The 4200mAh capacity is the production target. Slightly less than the 5000mAh LiPo I’m testing with, but the safer and more practical choice for a finished wearable device.


The Power Architecture

Here’s the full circuit I’m building:


[LiPo / 21700 Cell — 3.7V]
          |
    [8A BMS Module]
    |            |
[Overcharge]  [MAX17043 — Fuel Gauge]
[Overdischarge]  → Battery % + Voltage
[Short circuit]  → Duration calculations
          |
  [TP4057 Charger]  ← USB-C charging input (5V 1A)
          |
  [4A Boost Converter → 5V]
          |
  [Raspberry Pi 4B — USB-C]

Walking through each component:

  • 8A BMS — Battery Management System handles protection: overcharge cutoff, over-discharge cutoff, and short circuit protection. 8A rating gives headroom well above what the Pi actually draws. This is the safety layer that stops the battery from being damaged or becoming dangerous.
  • TP4057 Charger — handles Li-ion charging at 5V 1A with proper CC/CV (constant current / constant voltage) profile. Charges safely, cuts off at full charge. Fast charging is planned for MK.II — the MK.I keeps it simple and safe at 1A.
  • MAX17043 Fuel Gauge — this is the one I’m most excited about. The MAX17043 gives accurate battery State of Charge (SoC) percentage and cell voltage via I²C. No more guessing from voltage curves alone. Wavepunk uses this data to display accurate battery percentage and calculate realistic time-remaining estimates for both playback and charging. That “3h 42m remaining” readout is only useful if the underlying data is accurate — the MAX17043 makes it accurate.
  • 4A Boost Converter — steps the battery’s 3.7V up to the stable 5V the Pi needs. 4A rating handles the Pi’s full load with margin.
  • USB-C to Pi — for the testing phase, power goes into the Pi via its USB-C port. Clean, simple, and keeps the Pi’s own power management in the loop while I validate everything else in the chain.

Runtime Calculations

With the LiPo I’m currently testing:

  • Cell capacity: 5000mAh at 3.7V = 18.5Wh
  • Pi 4B average draw (Operative Mode, audio + UI active): ~3.5W
  • Boost converter efficiency: ~85%
  • Effective available power: 18.5 × 0.85 = 15.7Wh
  • Estimated runtime (Operative Mode): 15.7 / 3.5 ≈ ~4.5 hours

With the production 21700 at 4200mAh:

  • Cell capacity: 4200mAh at 3.7V = 15.5Wh
  • Effective available power: 15.5 × 0.85 = 13.2Wh
  • Operative Mode runtime: 13.2 / 3.5 ≈ ~3.75 hours
  • Ghost Mode draw (reduced CPU freq, visualiser off): ~2W
  • Ghost Mode runtime: 13.2 / 2 ≈ ~6.5 hours

Ghost Mode’s CPU frequency reduction earns a real return here — over 6 hours of playback on a pocket device is genuinely usable. These are estimates; once the 4A module and full circuit are validated I’ll post real measured figures.

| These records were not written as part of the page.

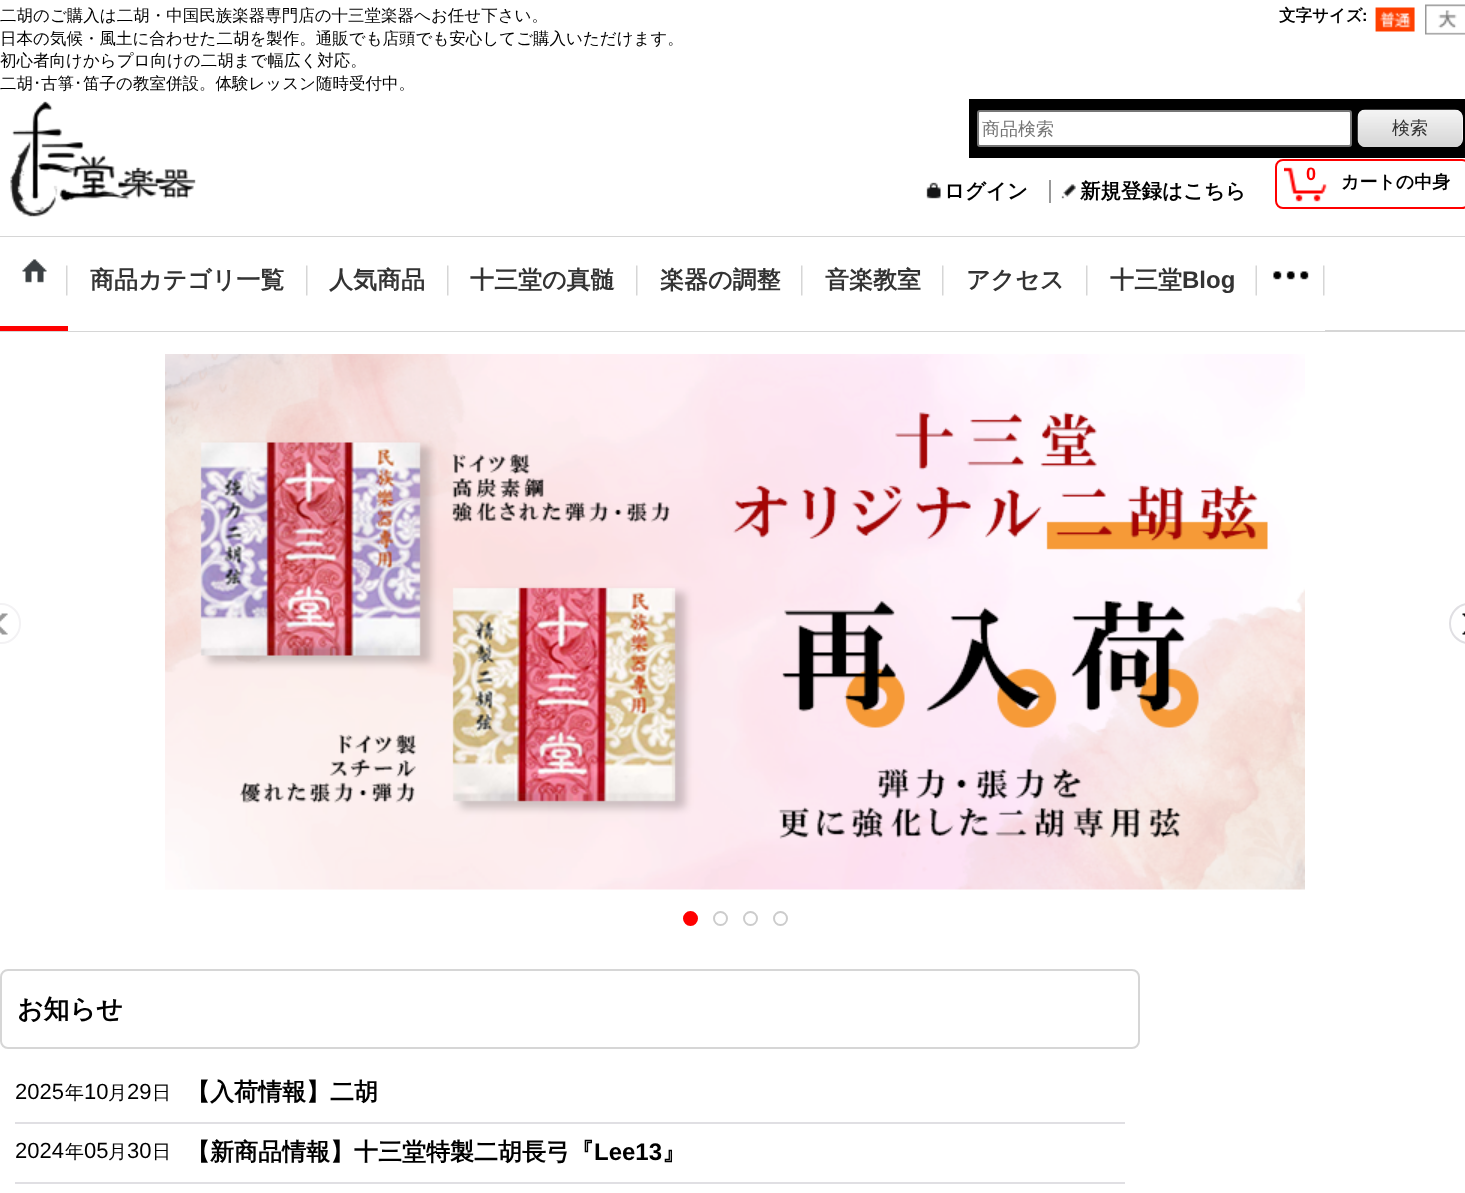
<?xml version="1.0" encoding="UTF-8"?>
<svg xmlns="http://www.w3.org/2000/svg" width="1465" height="1193">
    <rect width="100%" height="100%" fill="#FFFFFF"/>
    <rect x="0" y="236" width="1465" height="1" fill="#D6D6D6"/>
    <text font-family="WenQuanYi Zen Hei" font-size="16.5" font-weight="500" fill="#000000">
        <tspan x="0" y="21">二胡のご購入は二胡・中国民族楽器専門店の十三堂楽器へお任せ下さい。</tspan>
        <tspan x="0" y="44">日本の気候・風土に合わせた二胡を製作。通販でも店頭でも安心してご購入いただけます。</tspan>
        <tspan x="0" y="66">初心者向けからプロ向けの二胡まで幅広く対応。</tspan>
        <tspan x="0" y="89">二胡</tspan>
    </text>
    <text x="33" y="89" font-family="IPAPGothic" font-size="16.5" fill="#000000">･</text>
    <text x="41" y="89" font-family="WenQuanYi Zen Hei" font-size="16.5" font-weight="500" fill="#000000">古箏</text>
    <text x="74" y="89" font-family="IPAPGothic" font-size="16.5" fill="#000000">･</text>
    <text x="83" y="89" font-family="WenQuanYi Zen Hei" font-size="16.5" font-weight="500" fill="#000000">笛子の教室併設。体験レッスン随時受付中。</text>
    <text x="1279" y="21" font-family="WenQuanYi Zen Hei" font-size="16.5" font-weight="700" fill="#000000">文字サイズ</text>
    <text x="1362" y="21" font-family="Liberation Sans" font-size="16.5" font-weight="700" fill="#000000">:</text>
    <image x="1375" y="7" width="40" height="25" href="img_01.png"/>
    <image x="1425" y="4" width="40" height="31" href="img_02.png"/>
    <image x="10" y="101" width="186" height="116" href="img_03.png"/>
    <rect x="969" y="99" width="496" height="59" fill="#000000"/>
    <rect x="978" y="111" width="373" height="35" rx="2" fill="#FFFFFF" stroke="#767676" stroke-width="2"/>
    <text x="982" y="135" font-family="WenQuanYi Zen Hei" font-size="18" font-weight="500" fill="#757575">商品検索</text>
    <rect x="1358" y="110" width="105" height="37" rx="8" fill="#F9F9F9"/>
    <image x="1357" y="109" width="106" height="38" href="img_04.png"/>
    <text x="1392" y="134" font-family="WenQuanYi Zen Hei" font-size="18" font-weight="500" fill="#333333">検索</text>
    <image x="926" y="182" width="15" height="17" href="img_05.png"/>
    <text x="944" y="198" font-family="WenQuanYi Zen Hei" font-size="20.5" font-weight="700" fill="#000000">ログイン</text>
    <rect x="1049" y="180" width="2" height="23" fill="#999999"/>
    <image x="1061" y="184" width="15" height="15" href="img_06.png"/>
    <text x="1080" y="198" font-family="WenQuanYi Zen Hei" font-size="20.5" font-weight="700" fill="#000000">新規登録はこちら</text>
    <rect x="1276" y="160" width="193" height="48" rx="7" fill="none" stroke="#FF0000" stroke-width="2"/>
    <image x="1284" y="167" width="43" height="35" href="img_07.png"/>
    <text x="1306" y="180" font-family="Liberation Sans" font-size="18" font-weight="700" fill="#FF0000">0</text>
    <text x="1341" y="188" font-family="WenQuanYi Zen Hei" font-size="18" font-weight="700" fill="#000000">カートの中身</text>
    <rect x="0" y="330" width="1465" height="2" fill="#D6D6D6"/>
    <rect x="0" y="326" width="68" height="5" fill="#FF0000"/>
    <image x="66" y="265" width="2" height="31" href="img_08.png"/>
    <image x="22" y="259" width="25" height="24" href="img_09.png"/>
    <image x="306" y="265" width="2" height="31" href="img_08.png"/>
    <rect x="68" y="330" width="1257" height="1" fill="#FFFFFF"/>
    <text x="90" y="288" font-family="WenQuanYi Zen Hei" font-size="24" font-weight="700" fill="#333333">商品カテゴリ一覧</text>
    <image x="447" y="265" width="2" height="31" href="img_08.png"/>
    <text x="329" y="288" font-family="WenQuanYi Zen Hei" font-size="24" font-weight="700" fill="#333333">人気商品</text>
    <image x="636" y="265" width="2" height="31" href="img_08.png"/>
    <text x="470" y="288" font-family="WenQuanYi Zen Hei" font-size="24" font-weight="700" fill="#333333">十三堂の真髄</text>
    <image x="801" y="265" width="2" height="31" href="img_08.png"/>
    <text x="660" y="288" font-family="WenQuanYi Zen Hei" font-size="24" font-weight="700" fill="#333333">楽器の調整</text>
    <image x="942" y="265" width="2" height="31" href="img_08.png"/>
    <text x="825" y="288" font-family="WenQuanYi Zen Hei" font-size="24" font-weight="700" fill="#333333">音楽教室</text>
    <image x="1086" y="265" width="2" height="31" href="img_08.png"/>
    <text x="966" y="288" font-family="WenQuanYi Zen Hei" font-size="24" font-weight="700" fill="#333333">アクセス</text>
    <image x="1255" y="265" width="2" height="31" href="img_10.png"/>
    <text x="1110" y="288" font-family="WenQuanYi Zen Hei" font-size="24" font-weight="700" fill="#333333">十三堂</text>
    <text x="1182" y="288" font-family="Liberation Sans" font-size="24" font-weight="700" fill="#333333">Blog</text>
    <image x="1323" y="265" width="2" height="31" href="img_08.png"/>
    <image x="1273" y="271" width="36" height="9" href="img_11.png"/>
    <image x="165" y="354" width="1140" height="536" href="img_12.png"/>
    <image x="0" y="613" width="8" height="22" href="img_13.png"/>
    <rect x="-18" y="604" width="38" height="39" rx="19" fill="none" stroke="#F3F2F4" stroke-width="2"/>
    <image x="1462" y="613" width="3" height="22" href="img_14.png"/>
    <rect x="1450" y="604" width="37" height="39" rx="19.5" fill="none" stroke="#E0DFE3" stroke-width="2"/>
    <circle cx="690.5" cy="918.5" r="6.5" fill="#FF0000" stroke="#FF0000" stroke-width="2"/>
    <circle cx="720.5" cy="918.5" r="6.5" fill="none" stroke="#CCCCCC" stroke-width="2"/>
    <circle cx="750.5" cy="918.5" r="6.5" fill="none" stroke="#CCCCCC" stroke-width="2"/>
    <circle cx="780.5" cy="918.5" r="6.5" fill="none" stroke="#CCCCCC" stroke-width="2"/>
    <rect x="1" y="970" width="1138" height="78" rx="7" fill="none" stroke="#D6D6D6" stroke-width="2"/>
    <text x="17" y="1018" font-family="WenQuanYi Zen Hei" font-size="26" font-weight="700" fill="#000000">お知らせ</text>
    <rect x="15" y="1122" width="1110" height="2" fill="#E0DFE3"/>
    <text x="15" y="1099" font-family="Liberation Sans" font-size="22" fill="#000000">2025</text>
    <text x="65" y="1099" font-family="WenQuanYi Zen Hei" font-size="19" font-weight="500" fill="#000000">年</text>
    <text x="84" y="1099" font-family="Liberation Sans" font-size="22" fill="#000000">10</text>
    <text x="108" y="1099" font-family="WenQuanYi Zen Hei" font-size="19" font-weight="500" fill="#000000">月</text>
    <text x="127" y="1099" font-family="Liberation Sans" font-size="22" fill="#000000">29</text>
    <text x="152" y="1099" font-family="WenQuanYi Zen Hei" font-size="19" font-weight="500" fill="#000000">日</text>
    <text x="186" y="1100" font-family="WenQuanYi Zen Hei" font-size="24" font-weight="700" fill="#000000">【入荷情報】二胡</text>
    <rect x="15" y="1182" width="1110" height="2" fill="#E0DFE3"/>
    <text x="15" y="1158" font-family="Liberation Sans" font-size="22" fill="#000000">2024</text>
    <text x="65" y="1158" font-family="WenQuanYi Zen Hei" font-size="19" font-weight="500" fill="#000000">年</text>
    <text x="84" y="1158" font-family="Liberation Sans" font-size="22" fill="#000000">05</text>
    <text x="108" y="1158" font-family="WenQuanYi Zen Hei" font-size="19" font-weight="500" fill="#000000">月</text>
    <text x="127" y="1158" font-family="Liberation Sans" font-size="22" fill="#000000">30</text>
    <text x="152" y="1158" font-family="WenQuanYi Zen Hei" font-size="19" font-weight="500" fill="#000000">日</text>
    <text x="186" y="1160" font-family="WenQuanYi Zen Hei" font-size="24" font-weight="700" fill="#000000">【新商品情報】十三堂特製二胡長弓『</text>
    <text x="594" y="1160" font-family="Liberation Sans" font-size="24" font-weight="700" fill="#000000">Lee13</text>
    <text x="662" y="1160" font-family="WenQuanYi Zen Hei" font-size="24" font-weight="700" fill="#000000">』</text>
</svg>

This is where the build stands right now. The software is working. The power architecture is designed. The LiPo prototype is running. The production components are being sourced.

Next: enclosure design, display integration, and the full hardware assembly — where it stops being components on a desk and starts looking like an actual device.